Retrieval Augmented Generation (RAG) Tutorial
One of the most common use-cases for LlamaIndex is Retrieval-Augmented Generation or RAG, in which your data is indexed and selectively retrieved to be given to an LLM as source material for responding to a query. You can learn more about the concepts behind RAG.
Set up the project
In a new folder, run:
- npm
- Yarn
- pnpm
npm init
npm install -D typescript @types/node
yarn init
yarn add --dev typescript @types/node
pnpm init
pnpm add -D typescript @types/node
Then, check out the installation steps to install LlamaIndex.TS and prepare an OpenAI key.

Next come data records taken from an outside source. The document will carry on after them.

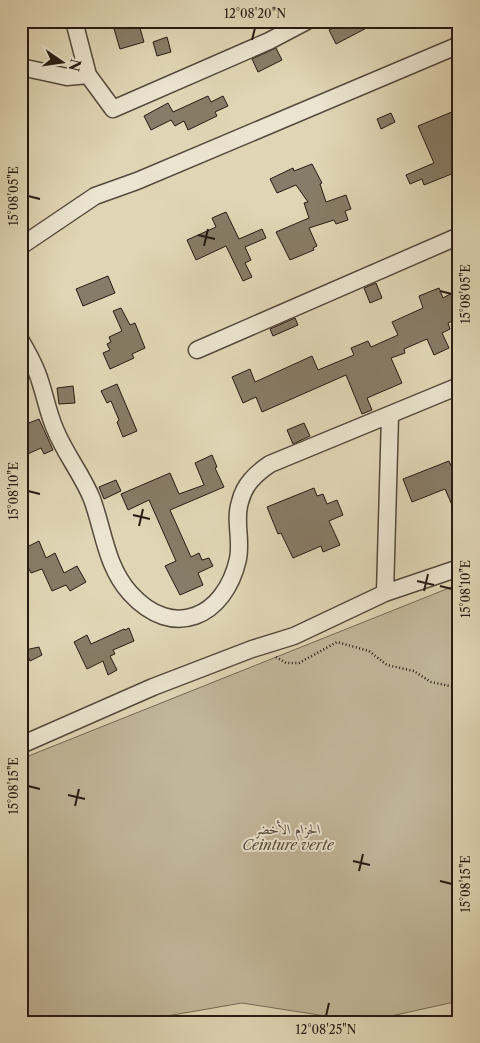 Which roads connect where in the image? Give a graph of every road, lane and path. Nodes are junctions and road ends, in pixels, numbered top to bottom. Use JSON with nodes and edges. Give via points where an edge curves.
{"nodes":[{"id":1,"x":74,"y":21,"type":"edge"},
{"id":2,"x":307,"y":21,"type":"edge"},
{"id":3,"x":459,"y":45,"type":"edge"},
{"id":4,"x":21,"y":67,"type":"edge"},
{"id":5,"x":88,"y":75,"type":"junction"},
{"id":6,"x":459,"y":236,"type":"edge"},
{"id":7,"x":21,"y":246,"type":"edge"},
{"id":8,"x":21,"y":341,"type":"edge"},
{"id":9,"x":197,"y":350,"type":"dead end"},
{"id":10,"x":459,"y":386,"type":"edge"},
{"id":11,"x":390,"y":416,"type":"junction"},
{"id":12,"x":459,"y":568,"type":"edge"},
{"id":13,"x":385,"y":593,"type":"junction"},
{"id":14,"x":271,"y":654,"type":"dead end"},
{"id":15,"x":459,"y":688,"type":"edge"},
{"id":16,"x":21,"y":745,"type":"edge"}],
"edges":[{"from":1,"to":5,"type":"street"},
{"from":2,"to":5,"type":"street","via":[[269,41],[113,109]]},
{"from":3,"to":7,"type":"street","via":[[95,196]]},
{"from":4,"to":5,"type":"street","via":[[67,77]]},
{"from":6,"to":9,"type":"street"},
{"from":8,"to":11,"type":"street","via":[[40,379],[58,436],[91,498],[105,550],[116,573],[136,600],[164,617],[176,619],[199,615],[209,609],[224,591],[238,558],[240,502],[254,476],[270,464]]},
{"from":10,"to":11,"type":"street"},
{"from":11,"to":13,"type":"street"},
{"from":12,"to":13,"type":"street"},
{"from":13,"to":16,"type":"street","via":[[294,636],[153,686]]},
{"from":14,"to":15,"type":"path","via":[[286,663],[299,663],[338,642],[369,651],[387,665],[414,670],[430,682]]}]}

You can use other LLMs via their APIs; if you would prefer to use local models check out our local LLM example.
Run queries
Create the file example.ts
. This code will
- load an example file
- convert it into a Document object
- index it (which creates embeddings using OpenAI)

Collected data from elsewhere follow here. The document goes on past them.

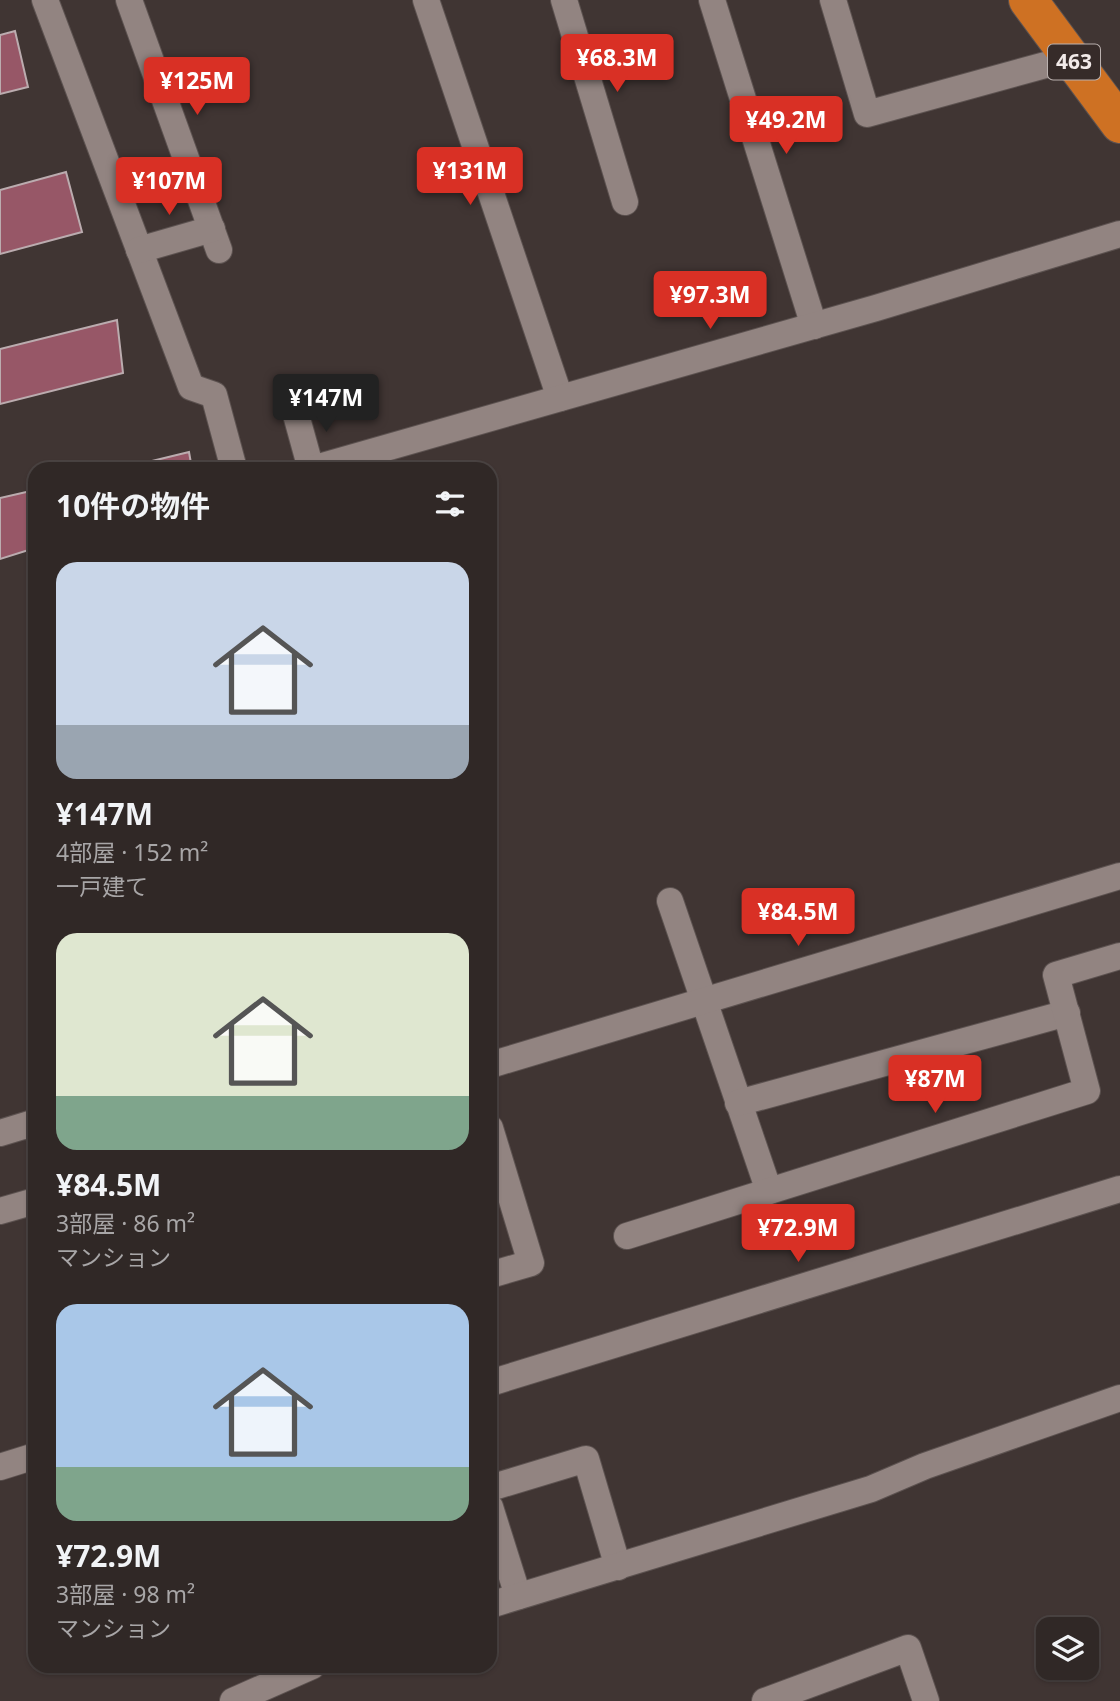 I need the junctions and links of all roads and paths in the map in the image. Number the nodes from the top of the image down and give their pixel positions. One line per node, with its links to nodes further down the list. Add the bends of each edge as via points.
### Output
1 (45, 0): 12 (street)
2 (129, 0): 12 (street, via 216,239)
3 (426, 0): 14 (street)
4 (564, 0): 10 (street)
5 (712, 0): 13 (street)
6 (833, 0): 8 (street, via 867,114)
7 (1028, 0): 8 (highway, 463)
8 (1071, 58): 9 (highway, 463)
9 (1120, 124)
10 (625, 202)
11 (1120, 234): 13 (street)
12 (139, 250): 16 (street, via 191,387 214,395)
13 (814, 326): 14 (street)
14 (560, 398): 18 (street)
15 (295, 411): 17 (street)
16 (232, 462)
17 (310, 462)
18 (336, 462)
19 (1120, 876): 22 (street)
20 (670, 901): 22 (street)
21 (1120, 956): 23 (street, via 1056,975)
22 (703, 1001): 24 (street); 25 (street)
23 (1067, 1013): 25 (street); 30 (street, via 1087,1091)
24 (497, 1063)
25 (738, 1103): 30 (street)
26 (28, 1125): 27 (street)
27 (0, 1133)
28 (497, 1151): 34 (street, via 531,1263)
29 (1120, 1189): 35 (street)
30 (769, 1191): 33 (street)
31 (28, 1203): 32 (street)
32 (0, 1211)
33 (627, 1236)
34 (497, 1273)
35 (497, 1381)
36 (1120, 1398): 41 (street, via 871,1489)
37 (28, 1458): 38 (street)
38 (0, 1467)
39 (497, 1486): 41 (street, via 586,1459)
40 (497, 1529): 42 (street)
41 (618, 1567): 42 (street)
42 (518, 1596): 43 (street)
43 (497, 1603)
44 (296, 1673): 45 (street)
45 (233, 1701)
46 (765, 1701): 47 (street, via 908,1648)
47 (926, 1701)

- create a query engine to answer questions about the data
import fs from "node:fs/promises";
import {
Document,
MetadataMode,
NodeWithScore,
VectorStoreIndex,
} from "llamaindex";
async function main() {
// Load essay from abramov.txt in Node
const path = "node_modules/llamaindex/examples/abramov.txt";
const essay = await fs.readFile(path, "utf-8");
// Create Document object with essay
const document = new Document({ text: essay, id_: path });
// Split text and create embeddings. Store them in a VectorStoreIndex
const index = await VectorStoreIndex.fromDocuments([document]);
// Query the index
const queryEngine = index.asQueryEngine();
const { response, sourceNodes } = await queryEngine.query({
query: "What did the author do in college?",
});
// Output response with sources
console.log(response);
if (sourceNodes) {
sourceNodes.forEach((source: NodeWithScore, index: number) => {
console.log(
`\n${index}: Score: ${source.score} - ${source.node.getContent(MetadataMode.NONE).substring(0, 50)}...\n`,
);
});
}
}
main().catch(console.error);